**Task prompt:**
Please keep to the lines below from the one with "static void rgb(unsigned color)" through the one with "cairo_image_surface_create(CAIRO_FORMAT_RGB24, 1426, 1008);", and restate them word for word, ends included.

**Input records:**
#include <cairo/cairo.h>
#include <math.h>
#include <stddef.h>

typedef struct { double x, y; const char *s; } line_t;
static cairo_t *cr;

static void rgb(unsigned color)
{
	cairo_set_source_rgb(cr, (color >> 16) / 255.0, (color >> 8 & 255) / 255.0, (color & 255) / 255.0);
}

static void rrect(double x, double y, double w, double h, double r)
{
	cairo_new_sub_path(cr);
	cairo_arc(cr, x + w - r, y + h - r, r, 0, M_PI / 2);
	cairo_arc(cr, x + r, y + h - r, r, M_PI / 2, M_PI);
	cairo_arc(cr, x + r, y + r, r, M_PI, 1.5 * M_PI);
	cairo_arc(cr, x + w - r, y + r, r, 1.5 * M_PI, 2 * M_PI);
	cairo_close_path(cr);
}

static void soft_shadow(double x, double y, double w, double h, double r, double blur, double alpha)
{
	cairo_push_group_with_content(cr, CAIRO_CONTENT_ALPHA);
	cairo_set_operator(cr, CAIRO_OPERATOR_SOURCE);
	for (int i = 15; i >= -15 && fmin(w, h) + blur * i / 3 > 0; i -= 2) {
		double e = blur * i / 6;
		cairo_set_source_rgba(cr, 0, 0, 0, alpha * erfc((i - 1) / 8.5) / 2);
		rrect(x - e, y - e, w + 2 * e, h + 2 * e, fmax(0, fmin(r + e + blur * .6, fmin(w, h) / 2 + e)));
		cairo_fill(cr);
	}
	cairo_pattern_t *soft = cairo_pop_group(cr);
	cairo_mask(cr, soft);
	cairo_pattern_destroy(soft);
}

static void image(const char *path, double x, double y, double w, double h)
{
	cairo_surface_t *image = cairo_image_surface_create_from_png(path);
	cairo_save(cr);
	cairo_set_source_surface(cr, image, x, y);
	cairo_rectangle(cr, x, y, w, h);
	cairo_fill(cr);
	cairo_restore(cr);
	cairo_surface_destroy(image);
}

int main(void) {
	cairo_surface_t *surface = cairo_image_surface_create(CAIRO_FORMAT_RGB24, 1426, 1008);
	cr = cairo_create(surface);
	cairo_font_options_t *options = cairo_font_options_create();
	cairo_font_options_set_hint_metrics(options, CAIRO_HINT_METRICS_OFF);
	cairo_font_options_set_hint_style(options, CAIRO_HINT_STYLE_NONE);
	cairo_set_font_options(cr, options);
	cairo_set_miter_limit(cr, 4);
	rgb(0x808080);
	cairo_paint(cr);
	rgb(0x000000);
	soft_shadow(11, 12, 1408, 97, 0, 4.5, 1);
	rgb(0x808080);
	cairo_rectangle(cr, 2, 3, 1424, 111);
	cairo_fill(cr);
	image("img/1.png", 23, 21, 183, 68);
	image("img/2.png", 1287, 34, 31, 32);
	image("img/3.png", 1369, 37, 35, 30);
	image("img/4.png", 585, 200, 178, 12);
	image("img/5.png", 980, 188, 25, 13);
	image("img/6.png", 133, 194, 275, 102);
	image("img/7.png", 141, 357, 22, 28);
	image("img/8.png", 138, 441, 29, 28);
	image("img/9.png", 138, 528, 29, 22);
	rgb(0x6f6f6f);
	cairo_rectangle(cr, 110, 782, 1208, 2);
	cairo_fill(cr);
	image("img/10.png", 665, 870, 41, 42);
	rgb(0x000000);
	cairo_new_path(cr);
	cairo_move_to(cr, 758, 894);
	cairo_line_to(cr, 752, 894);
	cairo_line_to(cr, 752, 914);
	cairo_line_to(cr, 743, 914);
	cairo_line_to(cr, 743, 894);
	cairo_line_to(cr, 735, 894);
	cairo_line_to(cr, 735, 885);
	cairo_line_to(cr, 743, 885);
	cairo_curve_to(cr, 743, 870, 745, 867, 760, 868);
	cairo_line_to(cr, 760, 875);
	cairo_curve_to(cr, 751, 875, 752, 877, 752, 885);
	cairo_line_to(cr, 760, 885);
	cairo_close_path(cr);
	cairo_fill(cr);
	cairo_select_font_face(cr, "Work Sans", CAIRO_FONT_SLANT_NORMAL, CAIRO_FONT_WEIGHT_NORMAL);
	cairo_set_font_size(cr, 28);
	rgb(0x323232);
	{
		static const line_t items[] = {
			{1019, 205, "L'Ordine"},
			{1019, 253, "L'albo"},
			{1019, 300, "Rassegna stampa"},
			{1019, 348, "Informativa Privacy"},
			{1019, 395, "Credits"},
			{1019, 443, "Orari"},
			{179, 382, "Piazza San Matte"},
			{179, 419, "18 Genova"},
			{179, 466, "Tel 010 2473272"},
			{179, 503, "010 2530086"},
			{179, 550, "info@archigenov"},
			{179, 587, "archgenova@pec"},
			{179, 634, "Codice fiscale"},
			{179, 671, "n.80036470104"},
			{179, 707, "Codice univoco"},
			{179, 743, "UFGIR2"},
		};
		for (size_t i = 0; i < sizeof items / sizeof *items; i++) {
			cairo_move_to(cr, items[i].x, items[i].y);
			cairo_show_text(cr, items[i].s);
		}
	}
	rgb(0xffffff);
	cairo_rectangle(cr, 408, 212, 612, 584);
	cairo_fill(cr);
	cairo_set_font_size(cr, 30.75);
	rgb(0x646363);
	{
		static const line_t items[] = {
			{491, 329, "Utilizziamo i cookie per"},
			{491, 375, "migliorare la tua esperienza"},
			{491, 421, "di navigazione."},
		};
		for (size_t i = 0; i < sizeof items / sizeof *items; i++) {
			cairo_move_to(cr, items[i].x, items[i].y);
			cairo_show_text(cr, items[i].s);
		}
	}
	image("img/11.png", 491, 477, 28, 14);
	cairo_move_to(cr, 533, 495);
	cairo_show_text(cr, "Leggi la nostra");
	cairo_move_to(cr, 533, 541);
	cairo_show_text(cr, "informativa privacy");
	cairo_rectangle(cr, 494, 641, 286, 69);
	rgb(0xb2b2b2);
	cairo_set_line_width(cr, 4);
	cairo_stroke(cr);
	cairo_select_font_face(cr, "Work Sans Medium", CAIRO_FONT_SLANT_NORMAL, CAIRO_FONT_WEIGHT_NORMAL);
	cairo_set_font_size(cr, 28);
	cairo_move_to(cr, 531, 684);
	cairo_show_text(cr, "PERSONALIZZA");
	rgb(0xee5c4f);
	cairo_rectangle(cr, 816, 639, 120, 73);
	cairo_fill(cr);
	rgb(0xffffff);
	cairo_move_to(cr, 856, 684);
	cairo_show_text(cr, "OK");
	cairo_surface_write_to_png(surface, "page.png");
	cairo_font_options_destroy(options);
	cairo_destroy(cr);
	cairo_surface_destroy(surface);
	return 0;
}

**Written response:**
static void rgb(unsigned color)
{
	cairo_set_source_rgb(cr, (color >> 16) / 255.0, (color >> 8 & 255) / 255.0, (color & 255) / 255.0);
}

static void rrect(double x, double y, double w, double h, double r)
{
	cairo_new_sub_path(cr);
	cairo_arc(cr, x + w - r, y + h - r, r, 0, M_PI / 2);
	cairo_arc(cr, x + r, y + h - r, r, M_PI / 2, M_PI);
	cairo_arc(cr, x + r, y + r, r, M_PI, 1.5 * M_PI);
	cairo_arc(cr, x + w - r, y + r, r, 1.5 * M_PI, 2 * M_PI);
	cairo_close_path(cr);
}

static void soft_shadow(double x, double y, double w, double h, double r, double blur, double alpha)
{
	cairo_push_group_with_content(cr, CAIRO_CONTENT_ALPHA);
	cairo_set_operator(cr, CAIRO_OPERATOR_SOURCE);
	for (int i = 15; i >= -15 && fmin(w, h) + blur * i / 3 > 0; i -= 2) {
		double e = blur * i / 6;
		cairo_set_source_rgba(cr, 0, 0, 0, alpha * erfc((i - 1) / 8.5) / 2);
		rrect(x - e, y - e, w + 2 * e, h + 2 * e, fmax(0, fmin(r + e + blur * .6, fmin(w, h) / 2 + e)));
		cairo_fill(cr);
	}
	cairo_pattern_t *soft = cairo_pop_group(cr);
	cairo_mask(cr, soft);
	cairo_pattern_destroy(soft);
}

static void image(const char *path, double x, double y, double w, double h)
{
	cairo_surface_t *image = cairo_image_surface_create_from_png(path);
	cairo_save(cr);
	cairo_set_source_surface(cr, image, x, y);
	cairo_rectangle(cr, x, y, w, h);
	cairo_fill(cr);
	cairo_restore(cr);
	cairo_surface_destroy(image);
}

int main(void) {
	cairo_surface_t *surface = cairo_image_surface_create(CAIRO_FORMAT_RGB24, 1426, 1008);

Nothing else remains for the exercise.